Cd to /usr/local/www/horde/scripts/db and copy mysql_create.sql to mysql_create.sql.ORIG.  Edit mysql_create and change the password from “horde” to <something else> where it says:

 

-- IMPORTANT: Change this password!

        password('horde')

 

Create the the horde database with “mysql –u root –p < mysql_create.sql”, enter the mysql root password when prompted.

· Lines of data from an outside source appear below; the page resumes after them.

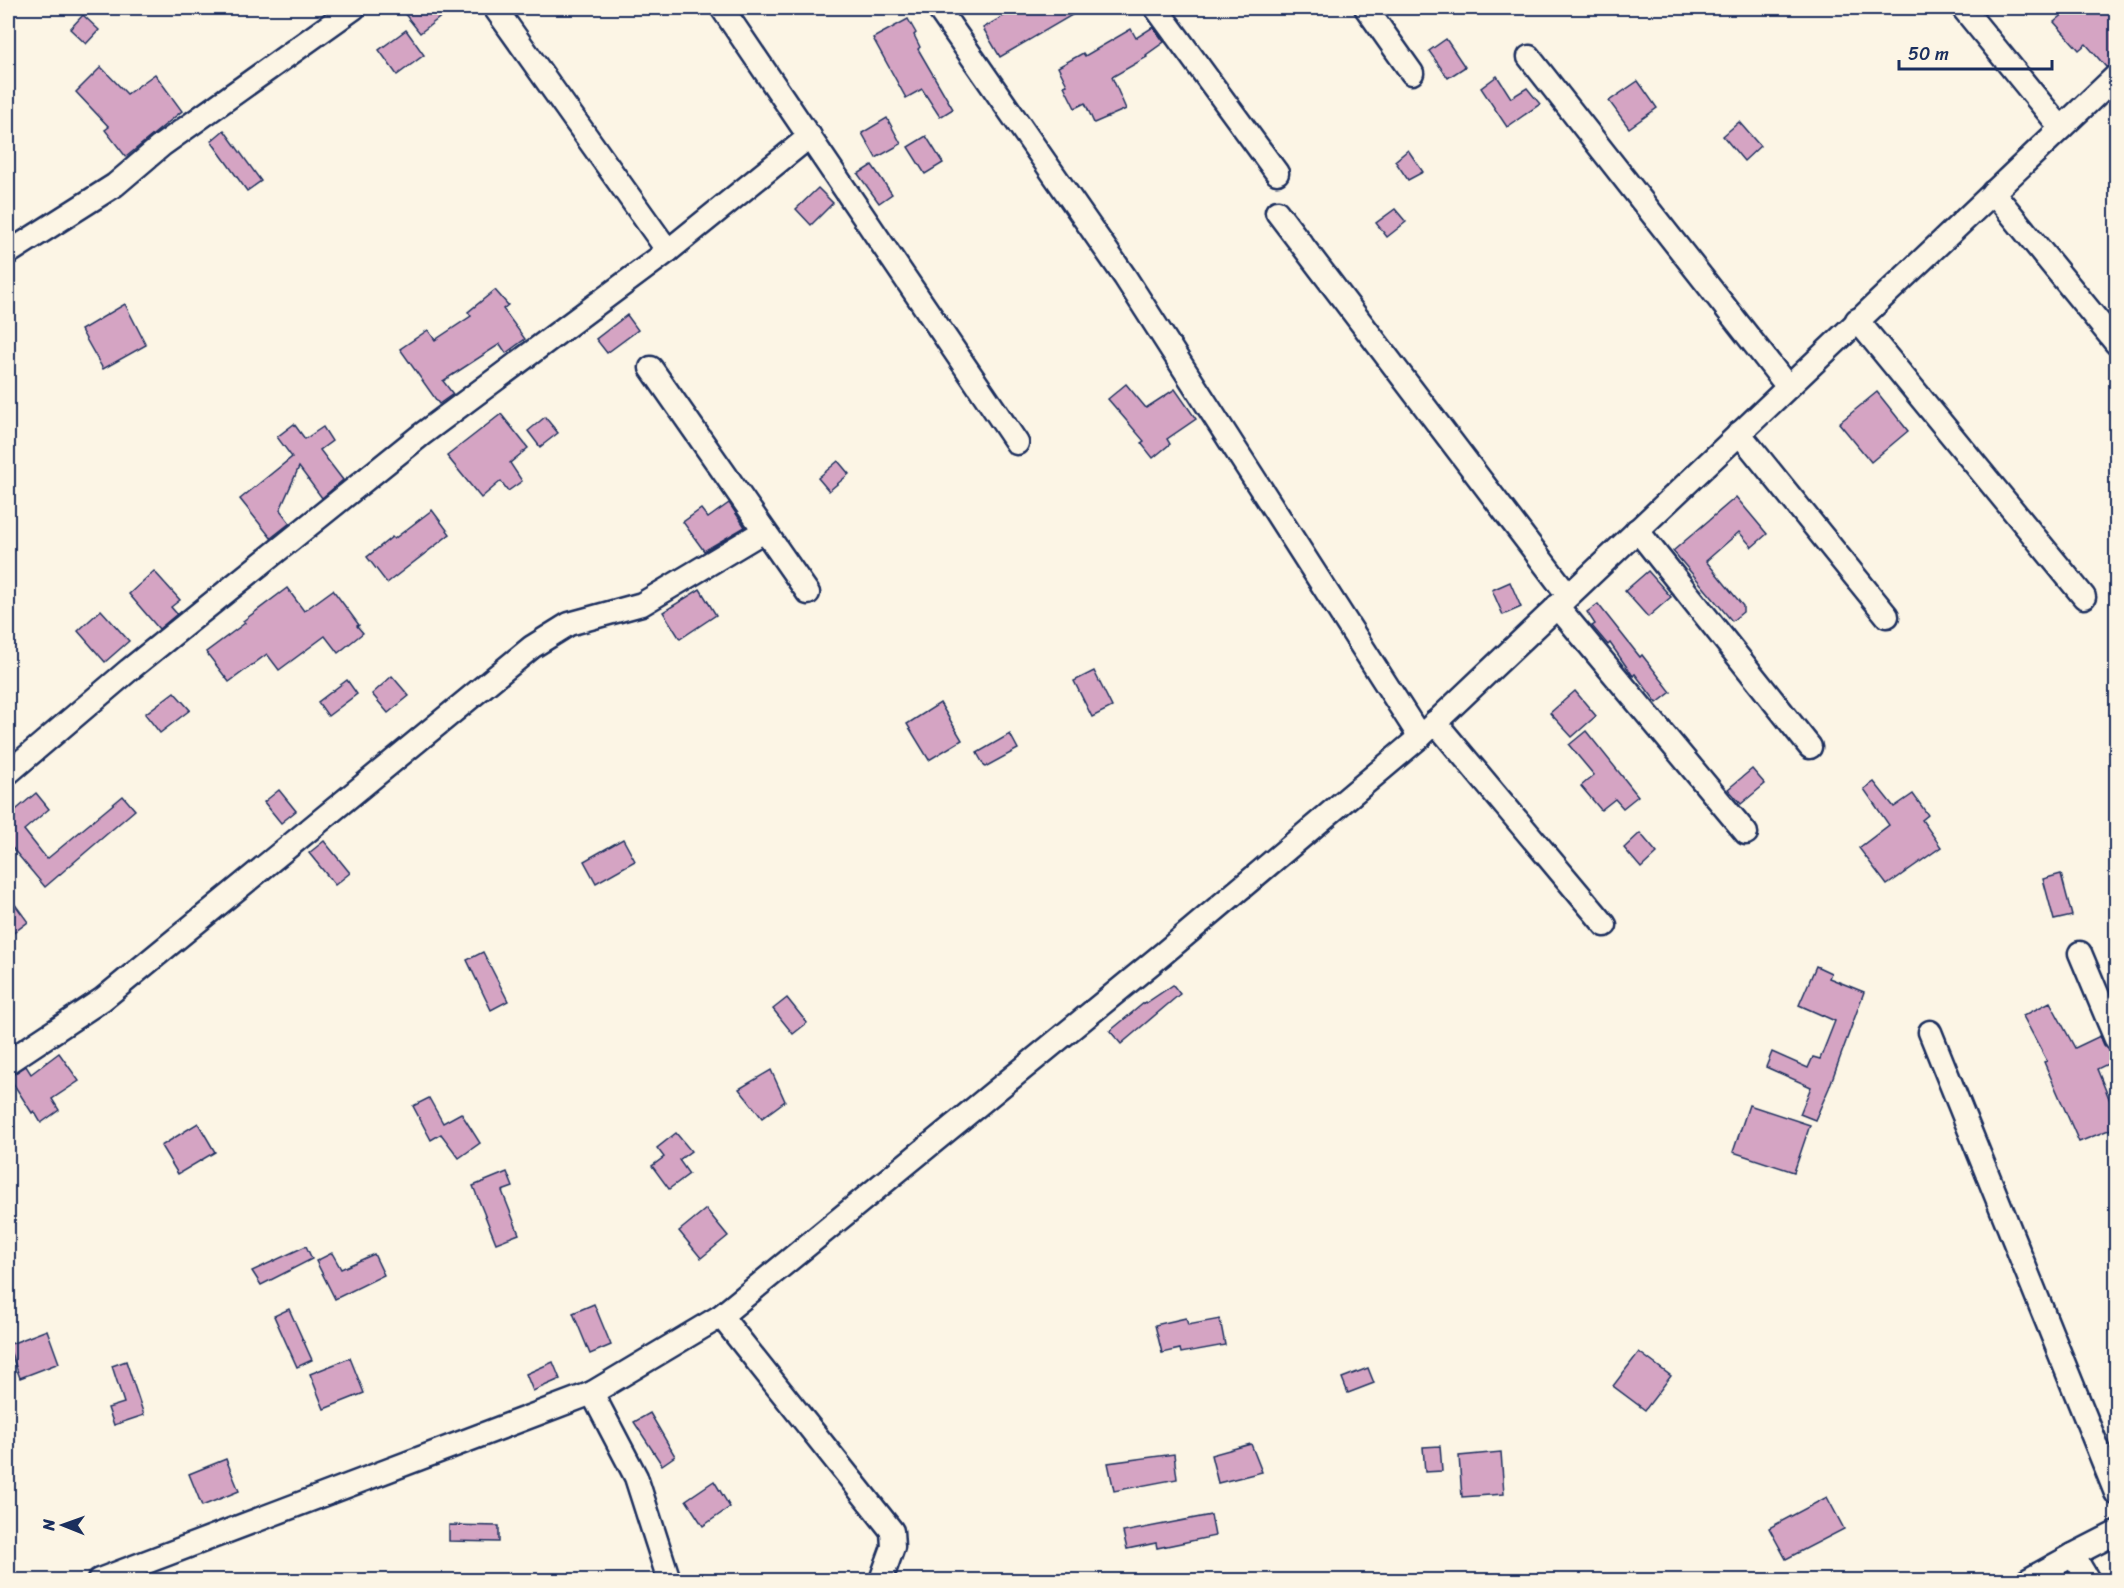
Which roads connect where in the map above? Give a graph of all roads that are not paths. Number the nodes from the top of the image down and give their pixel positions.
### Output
1 (354, 8) edge
2 (495, 8) edge
3 (722, 8) edge
4 (938, 8) edge
5 (1156, 8) edge
6 (1366, 8) edge
7 (1964, 8) edge
8 (1529, 57) dead end
9 (1412, 73) dead end
10 (2116, 76) edge
11 (2061, 128) junction
12 (810, 136) junction
13 (1277, 173) dead end
14 (1993, 192) junction
15 (1277, 212) dead end
16 (668, 251) junction
17 (8, 253) edge
18 (1857, 320) junction
19 (2116, 343) edge
20 (651, 368) dead end
21 (1788, 387) junction
22 (1739, 433) junction
23 (1017, 443) dead end
24 (1636, 530) junction
25 (764, 531) junction
26 (808, 593) dead end
27 (2084, 597) dead end
28 (1563, 601) junction
29 (1887, 616) dead end
30 (1427, 729) junction
31 (1810, 747) dead end
32 (8, 773) edge
33 (1746, 833) dead end
34 (1605, 925) dead end
35 (2080, 953) dead end
36 (1930, 1032) dead end
37 (2116, 1039) edge
38 (8, 1062) edge
39 (721, 1316) junction
40 (592, 1393) junction
41 (2116, 1493) edge
42 (2116, 1533) edge
43 (2073, 1555) junction
44 (99, 1581) edge
45 (669, 1581) edge
46 (880, 1581) edge
47 (2028, 1581) edge
48 (2088, 1581) edge

1 - 17 street
2 - 16 street
3 - 12 street
4 - 30 street
5 - 13 street
6 - 9 street
7 - 11 street
8 - 21 street
10 - 11 street
11 - 14 street
12 - 16 street
12 - 23 street
14 - 18 street
14 - 19 street
15 - 28 street
16 - 32 street
18 - 21 street
18 - 27 street
20 - 25 street
21 - 22 street
22 - 24 street
22 - 29 street
24 - 28 street
24 - 31 street
25 - 26 street
25 - 38 street
28 - 30 street
28 - 33 street
30 - 34 street
30 - 39 street
35 - 37 street
36 - 41 street
39 - 40 street
39 - 46 street
40 - 44 street
40 - 45 street
42 - 43 street
43 - 47 street
43 - 48 street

Verify that you can connect to the horde database with “mysql -u horde –p”, enter the horde password (<something else>) when prompted.

 

(FreeBSD Server Rebuild?: Instead of importing the mysql_create.sql file, mysqldump the horde and mysql databases on the old box to .sql files with “mysqldump -u root --opt horde > old_horde.sql”,  “mysqldump -u root --opt mysql > old_mysql.sql”, scp these files to the new box and import these into the new box with “mysql –u root –p horde < old_horde.sql” and “mysql –u root –p mysql < old_mysql.sql”.  Then reload mysql.  At this point all mysql usernames and passwords will be as they were on the old box.  And all user data stored in the horde database (address books, etc) will have been copied over.)

 

Cd to /usr/local/www/horde/config and copy horde.php horde.php.ORIG.  Edit horde.php and change:

    $conf['use_ssl'] = 1;

    $conf['auth']['params']['dsn'] = '{localhost:143/imap}INBOX';

    $conf['log']['priority'] = LOG_INFO;

    $conf['prefs']['params']['username'] = 'horde';

    $conf['prefs']['params']['password'] = '<something else>';

 

Copy registry.php registry.php.ORIG and edit registry.php.  Find the horde section  under Application registry section (first  block) and change (right under 'icon' => '/horde/graphics/home.gif',):

    'name' => _("Webmail on <your host name>"),

   

 

Add user www to trusted mail users. 

  

Edit /etc/mail/trusted-users and put in “www”.

 

 

Configure IMP

 

Cd to /usr/local/www/horde/imp/config.  Copy servers.php servers.php.ORIG.  Edit servers.php and remove the three server configurations under under the imap configuration (pop, cyrus and exchange).  Change the imap configuration as follows (you may find that all is correct all ready):

 

  $servers['imap'] = array(

    'name' => 'IMAP Server',

    'server' => 'localhost',

    'protocol' => 'imap/notls',

    'port' => 143,

    'folders' => 'Mail/',

    'namespace' => '',

    'maildomain' => '<Your mail domain or FQHN>',

    'smtphost' => 'localhost',

    'realm' => '',

    'preferred' => ''

);

 

 

 

Configure Turba

 

  Cd to /usr/local/www/horde/turba/config and copy sources.php sources.php.ORIG.  Edit sources.php and look for the “local.sql” section with “’title’ => ‘My Addressbook’”.  Change

    'username' => 'horde',  

    'password' => '<something else>',

 

  Create the turba database.  Cd to /usr/local/www/horde/turba/scripts/drivers and run

“msyql –u root –p < turba.sql”, enter the root password for MySQL when prompted.

 

(FreeBSD Server Rebuild?: Don’t import turba.sql .  You grabbed your old one when you imported your old_horde.sql database.)

 

Cross your fingers and reboot with a “shutdown –r now”.

 

After your system comes back up you should be able to logon to webmail at https://webmail.<your_domain_name>

 

Remove horde@% user from mysql

 

The horde@% user is not needed, go to http://<your host name>/<phpMyAdmin folder> and click on privileges.  Delete the horde@% user.

 

(FreeBSD Server Rebuild?: No need for this step.)

 

 

Additional Security Steps

 

Add

 

kern_securelevel_enable="YES"

kern_securelevel="3"

syslogd_flags="-ss"

 

to /etc/rc.conf.  You’ll need to reboot for this to take effect.

 

 

To enforce minimum password requirements add

 

        :minpasswordlen=8:\

        :mixpasswordcase:\

 

to /etc/login.conf under the “default” section and rebuild database with “cap_mkdb /etc/login.conf”.

 

--------------------------------------------------------------------------------------------------------------------------------------------------------------------------------------

 

 

Change log

 

                12-17-2003: Added red notes for those rebuilding a previous FreeBSD system.  Added “Additional Security Steps” section.

 

                3-3-2004: Removed gmake from list of additional software (packages) to install during the initial setup of FreeBSD.

 Letting it be installed as a dependency, from the ports collection, works out better.